## Problem requirements
Would you copy each line of the data below that has "size"?

(Dataset excerpts)
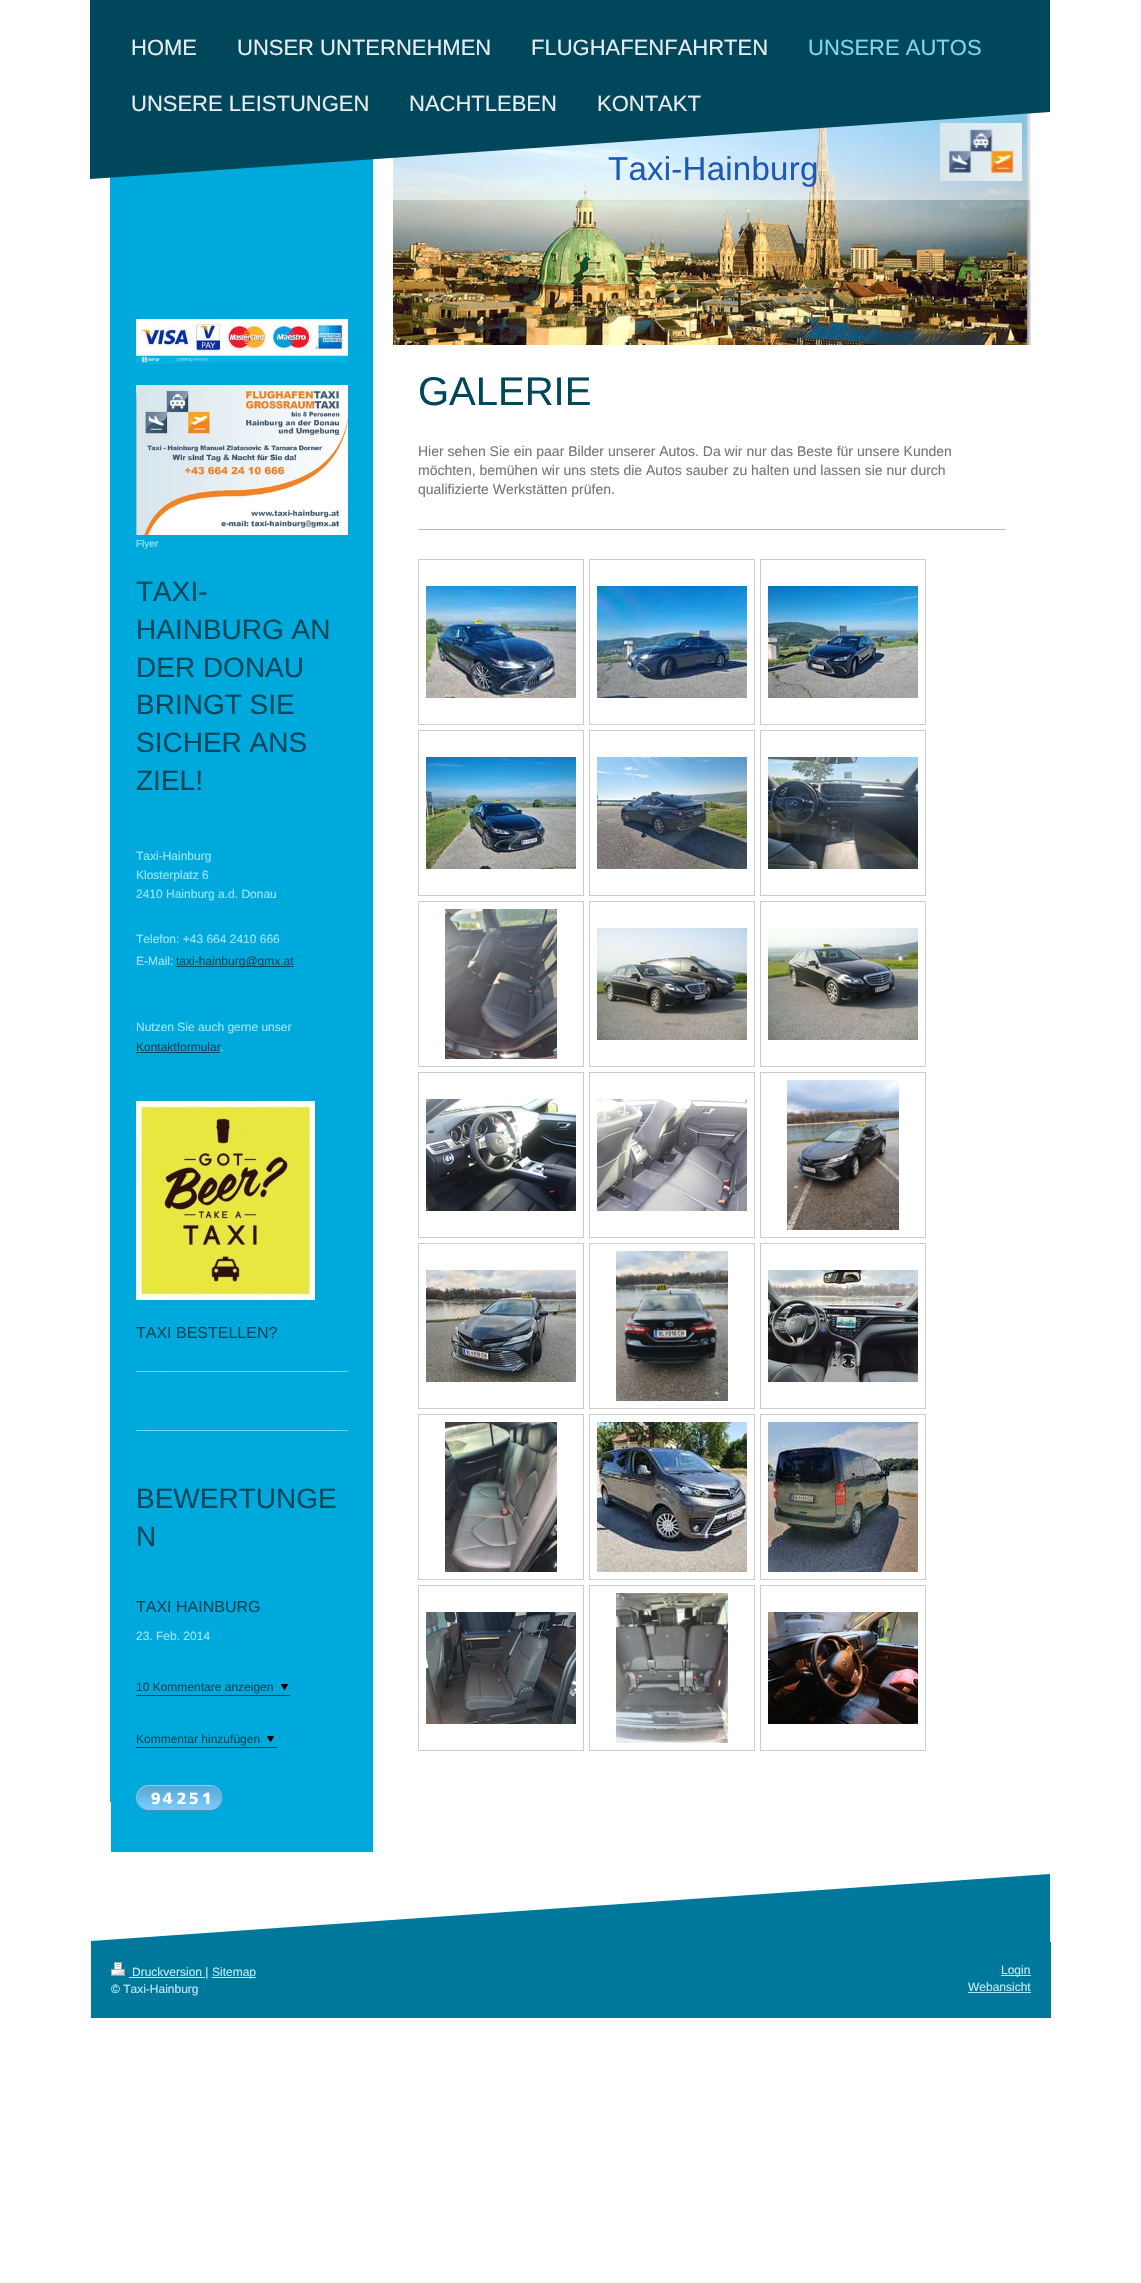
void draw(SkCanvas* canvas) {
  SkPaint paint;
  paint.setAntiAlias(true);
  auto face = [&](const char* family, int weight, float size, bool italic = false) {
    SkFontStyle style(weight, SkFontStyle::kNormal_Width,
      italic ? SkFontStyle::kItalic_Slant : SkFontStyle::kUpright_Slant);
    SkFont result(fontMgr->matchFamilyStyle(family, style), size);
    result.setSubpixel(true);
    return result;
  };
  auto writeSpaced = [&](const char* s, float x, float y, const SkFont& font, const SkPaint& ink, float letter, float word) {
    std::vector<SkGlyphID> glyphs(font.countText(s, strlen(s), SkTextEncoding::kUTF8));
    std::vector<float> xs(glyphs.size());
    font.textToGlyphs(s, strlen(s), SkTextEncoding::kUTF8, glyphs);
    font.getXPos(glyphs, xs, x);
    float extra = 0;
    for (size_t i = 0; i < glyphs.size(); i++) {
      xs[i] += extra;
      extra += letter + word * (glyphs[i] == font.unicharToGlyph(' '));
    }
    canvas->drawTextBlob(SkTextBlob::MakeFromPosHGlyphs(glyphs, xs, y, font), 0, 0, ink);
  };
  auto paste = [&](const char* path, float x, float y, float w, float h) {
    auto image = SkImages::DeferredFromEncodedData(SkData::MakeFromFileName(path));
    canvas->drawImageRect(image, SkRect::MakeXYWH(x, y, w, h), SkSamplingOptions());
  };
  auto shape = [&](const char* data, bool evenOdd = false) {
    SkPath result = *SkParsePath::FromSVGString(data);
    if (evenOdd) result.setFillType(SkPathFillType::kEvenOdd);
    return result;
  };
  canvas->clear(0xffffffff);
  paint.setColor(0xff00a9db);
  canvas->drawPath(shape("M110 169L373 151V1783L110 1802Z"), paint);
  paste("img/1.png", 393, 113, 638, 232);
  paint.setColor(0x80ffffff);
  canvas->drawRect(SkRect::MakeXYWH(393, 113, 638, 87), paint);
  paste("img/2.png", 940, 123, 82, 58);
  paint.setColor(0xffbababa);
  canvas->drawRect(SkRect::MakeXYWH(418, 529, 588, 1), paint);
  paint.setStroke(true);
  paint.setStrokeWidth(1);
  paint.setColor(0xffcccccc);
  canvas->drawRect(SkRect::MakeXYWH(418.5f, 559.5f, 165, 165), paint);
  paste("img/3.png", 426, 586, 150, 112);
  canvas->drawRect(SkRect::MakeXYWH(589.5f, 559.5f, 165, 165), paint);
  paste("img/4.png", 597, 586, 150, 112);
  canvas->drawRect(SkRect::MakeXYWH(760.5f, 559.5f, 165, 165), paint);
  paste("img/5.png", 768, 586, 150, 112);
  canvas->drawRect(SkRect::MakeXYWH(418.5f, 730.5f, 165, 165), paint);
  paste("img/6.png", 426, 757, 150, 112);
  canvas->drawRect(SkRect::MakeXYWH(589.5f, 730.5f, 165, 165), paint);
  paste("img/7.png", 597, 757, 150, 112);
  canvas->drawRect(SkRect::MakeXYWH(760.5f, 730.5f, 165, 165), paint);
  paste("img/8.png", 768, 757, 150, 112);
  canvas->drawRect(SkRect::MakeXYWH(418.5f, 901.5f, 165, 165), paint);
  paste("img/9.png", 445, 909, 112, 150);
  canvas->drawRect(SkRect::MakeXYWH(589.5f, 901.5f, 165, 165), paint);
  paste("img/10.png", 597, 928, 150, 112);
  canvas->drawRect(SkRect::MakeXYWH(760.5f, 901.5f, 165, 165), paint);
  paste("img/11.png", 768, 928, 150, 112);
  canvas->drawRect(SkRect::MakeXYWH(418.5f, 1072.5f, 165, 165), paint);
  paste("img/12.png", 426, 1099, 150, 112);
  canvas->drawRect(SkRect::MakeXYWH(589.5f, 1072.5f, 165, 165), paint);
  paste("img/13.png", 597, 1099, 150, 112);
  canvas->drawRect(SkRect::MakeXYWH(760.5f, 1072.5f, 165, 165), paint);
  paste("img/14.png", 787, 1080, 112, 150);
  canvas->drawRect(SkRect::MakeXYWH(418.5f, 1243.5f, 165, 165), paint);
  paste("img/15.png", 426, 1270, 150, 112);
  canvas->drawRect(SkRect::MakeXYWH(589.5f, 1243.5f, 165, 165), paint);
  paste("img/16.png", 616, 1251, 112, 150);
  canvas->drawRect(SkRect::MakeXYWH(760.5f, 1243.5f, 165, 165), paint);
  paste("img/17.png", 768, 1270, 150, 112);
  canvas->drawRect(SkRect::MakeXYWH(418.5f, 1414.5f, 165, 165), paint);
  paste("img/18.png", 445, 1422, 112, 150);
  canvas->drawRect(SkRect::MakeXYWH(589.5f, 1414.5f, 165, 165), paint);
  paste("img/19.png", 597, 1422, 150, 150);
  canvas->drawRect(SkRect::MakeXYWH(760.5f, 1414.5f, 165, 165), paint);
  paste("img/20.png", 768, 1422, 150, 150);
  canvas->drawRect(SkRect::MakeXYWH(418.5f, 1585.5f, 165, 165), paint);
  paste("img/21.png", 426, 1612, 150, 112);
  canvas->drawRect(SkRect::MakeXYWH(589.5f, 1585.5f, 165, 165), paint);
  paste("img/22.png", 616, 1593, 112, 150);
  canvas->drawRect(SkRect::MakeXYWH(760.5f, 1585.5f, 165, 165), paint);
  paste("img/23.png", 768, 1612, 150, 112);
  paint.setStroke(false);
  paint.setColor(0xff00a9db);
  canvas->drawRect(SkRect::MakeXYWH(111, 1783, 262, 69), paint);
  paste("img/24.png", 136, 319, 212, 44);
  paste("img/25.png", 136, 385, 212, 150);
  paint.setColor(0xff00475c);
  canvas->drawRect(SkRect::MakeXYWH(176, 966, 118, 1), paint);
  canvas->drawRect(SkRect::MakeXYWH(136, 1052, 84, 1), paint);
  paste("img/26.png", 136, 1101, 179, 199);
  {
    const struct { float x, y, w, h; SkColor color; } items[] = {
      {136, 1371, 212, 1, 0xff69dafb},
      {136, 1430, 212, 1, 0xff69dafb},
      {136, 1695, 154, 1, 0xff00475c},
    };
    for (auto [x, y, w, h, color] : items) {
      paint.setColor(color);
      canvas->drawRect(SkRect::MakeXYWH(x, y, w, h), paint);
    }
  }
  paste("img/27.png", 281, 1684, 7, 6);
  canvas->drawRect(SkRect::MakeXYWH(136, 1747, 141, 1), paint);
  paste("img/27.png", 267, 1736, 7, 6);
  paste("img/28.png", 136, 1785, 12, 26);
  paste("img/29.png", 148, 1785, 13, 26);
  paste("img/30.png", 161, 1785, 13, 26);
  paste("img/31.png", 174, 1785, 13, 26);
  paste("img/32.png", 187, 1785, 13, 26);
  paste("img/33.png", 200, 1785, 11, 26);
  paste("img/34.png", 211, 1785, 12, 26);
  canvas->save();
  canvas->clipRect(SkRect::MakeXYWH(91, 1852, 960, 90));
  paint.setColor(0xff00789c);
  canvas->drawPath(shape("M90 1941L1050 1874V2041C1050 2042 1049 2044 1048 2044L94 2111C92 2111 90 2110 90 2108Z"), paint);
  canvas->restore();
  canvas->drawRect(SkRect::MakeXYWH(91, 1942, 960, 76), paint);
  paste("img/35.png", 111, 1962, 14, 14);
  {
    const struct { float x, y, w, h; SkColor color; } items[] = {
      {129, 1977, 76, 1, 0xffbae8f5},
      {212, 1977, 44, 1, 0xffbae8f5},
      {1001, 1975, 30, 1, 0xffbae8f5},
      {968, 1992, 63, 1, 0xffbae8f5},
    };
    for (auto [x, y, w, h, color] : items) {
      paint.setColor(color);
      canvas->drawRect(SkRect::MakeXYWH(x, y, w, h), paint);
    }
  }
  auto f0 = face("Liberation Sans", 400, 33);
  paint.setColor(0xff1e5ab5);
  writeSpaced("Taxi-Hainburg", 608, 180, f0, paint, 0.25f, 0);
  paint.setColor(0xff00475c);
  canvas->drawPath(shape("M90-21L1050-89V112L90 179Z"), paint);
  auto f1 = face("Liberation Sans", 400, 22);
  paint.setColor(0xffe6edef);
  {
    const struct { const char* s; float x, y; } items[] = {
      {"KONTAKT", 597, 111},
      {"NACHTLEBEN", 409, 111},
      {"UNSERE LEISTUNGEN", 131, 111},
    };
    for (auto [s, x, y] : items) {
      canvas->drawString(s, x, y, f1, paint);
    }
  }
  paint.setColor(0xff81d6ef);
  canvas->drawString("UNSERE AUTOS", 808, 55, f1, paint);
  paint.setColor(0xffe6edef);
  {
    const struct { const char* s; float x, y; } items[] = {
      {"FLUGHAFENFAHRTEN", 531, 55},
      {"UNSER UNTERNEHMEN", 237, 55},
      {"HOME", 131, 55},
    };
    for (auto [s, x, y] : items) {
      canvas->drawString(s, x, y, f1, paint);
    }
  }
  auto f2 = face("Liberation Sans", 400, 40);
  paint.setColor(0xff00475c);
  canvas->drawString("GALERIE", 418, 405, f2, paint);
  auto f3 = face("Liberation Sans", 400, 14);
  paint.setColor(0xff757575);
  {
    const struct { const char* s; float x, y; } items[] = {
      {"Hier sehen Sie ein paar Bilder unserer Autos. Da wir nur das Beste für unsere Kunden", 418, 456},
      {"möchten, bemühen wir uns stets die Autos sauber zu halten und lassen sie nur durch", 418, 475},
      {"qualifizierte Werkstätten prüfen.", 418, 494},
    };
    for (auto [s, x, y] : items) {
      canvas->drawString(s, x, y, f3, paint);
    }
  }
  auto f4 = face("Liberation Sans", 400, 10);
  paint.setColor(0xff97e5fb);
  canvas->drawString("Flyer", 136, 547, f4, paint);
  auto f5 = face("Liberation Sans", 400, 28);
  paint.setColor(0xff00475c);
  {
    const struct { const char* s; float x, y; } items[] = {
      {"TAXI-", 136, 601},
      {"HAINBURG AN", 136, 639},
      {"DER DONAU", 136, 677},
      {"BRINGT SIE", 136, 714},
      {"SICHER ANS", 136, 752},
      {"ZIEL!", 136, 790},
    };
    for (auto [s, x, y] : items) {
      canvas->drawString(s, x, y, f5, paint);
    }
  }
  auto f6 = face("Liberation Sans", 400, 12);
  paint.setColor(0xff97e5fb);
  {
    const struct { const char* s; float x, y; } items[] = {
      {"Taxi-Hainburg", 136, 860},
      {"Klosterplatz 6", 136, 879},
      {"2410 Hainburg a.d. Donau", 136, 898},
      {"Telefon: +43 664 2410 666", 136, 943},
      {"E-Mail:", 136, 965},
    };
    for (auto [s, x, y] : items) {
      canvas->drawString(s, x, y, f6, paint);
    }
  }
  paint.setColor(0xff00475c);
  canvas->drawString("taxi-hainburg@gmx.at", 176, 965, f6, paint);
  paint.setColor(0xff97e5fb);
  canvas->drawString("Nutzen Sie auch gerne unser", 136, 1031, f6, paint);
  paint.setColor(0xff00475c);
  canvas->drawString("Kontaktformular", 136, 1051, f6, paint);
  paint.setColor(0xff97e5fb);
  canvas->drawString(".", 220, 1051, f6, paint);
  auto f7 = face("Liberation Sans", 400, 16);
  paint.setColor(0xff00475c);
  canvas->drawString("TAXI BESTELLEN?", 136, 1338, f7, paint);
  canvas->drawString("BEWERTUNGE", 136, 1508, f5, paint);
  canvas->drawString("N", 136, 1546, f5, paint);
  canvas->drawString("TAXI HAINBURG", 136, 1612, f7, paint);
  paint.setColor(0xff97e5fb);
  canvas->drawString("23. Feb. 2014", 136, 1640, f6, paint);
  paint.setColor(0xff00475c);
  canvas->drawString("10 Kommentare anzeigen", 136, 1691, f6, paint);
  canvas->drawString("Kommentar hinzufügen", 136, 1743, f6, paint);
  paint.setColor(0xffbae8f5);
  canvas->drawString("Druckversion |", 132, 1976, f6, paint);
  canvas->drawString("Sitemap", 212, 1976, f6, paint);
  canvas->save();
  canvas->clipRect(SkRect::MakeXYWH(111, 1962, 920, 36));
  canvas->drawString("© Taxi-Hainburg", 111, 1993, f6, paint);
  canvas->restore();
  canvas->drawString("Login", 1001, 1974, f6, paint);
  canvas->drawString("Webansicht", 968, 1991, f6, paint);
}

## Solution to this task
  auto face = [&](const char* family, int weight, float size, bool italic = false) {
    SkFont result(fontMgr->matchFamilyStyle(family, style), size);
    std::vector<float> xs(glyphs.size());
    for (size_t i = 0; i < glyphs.size(); i++) {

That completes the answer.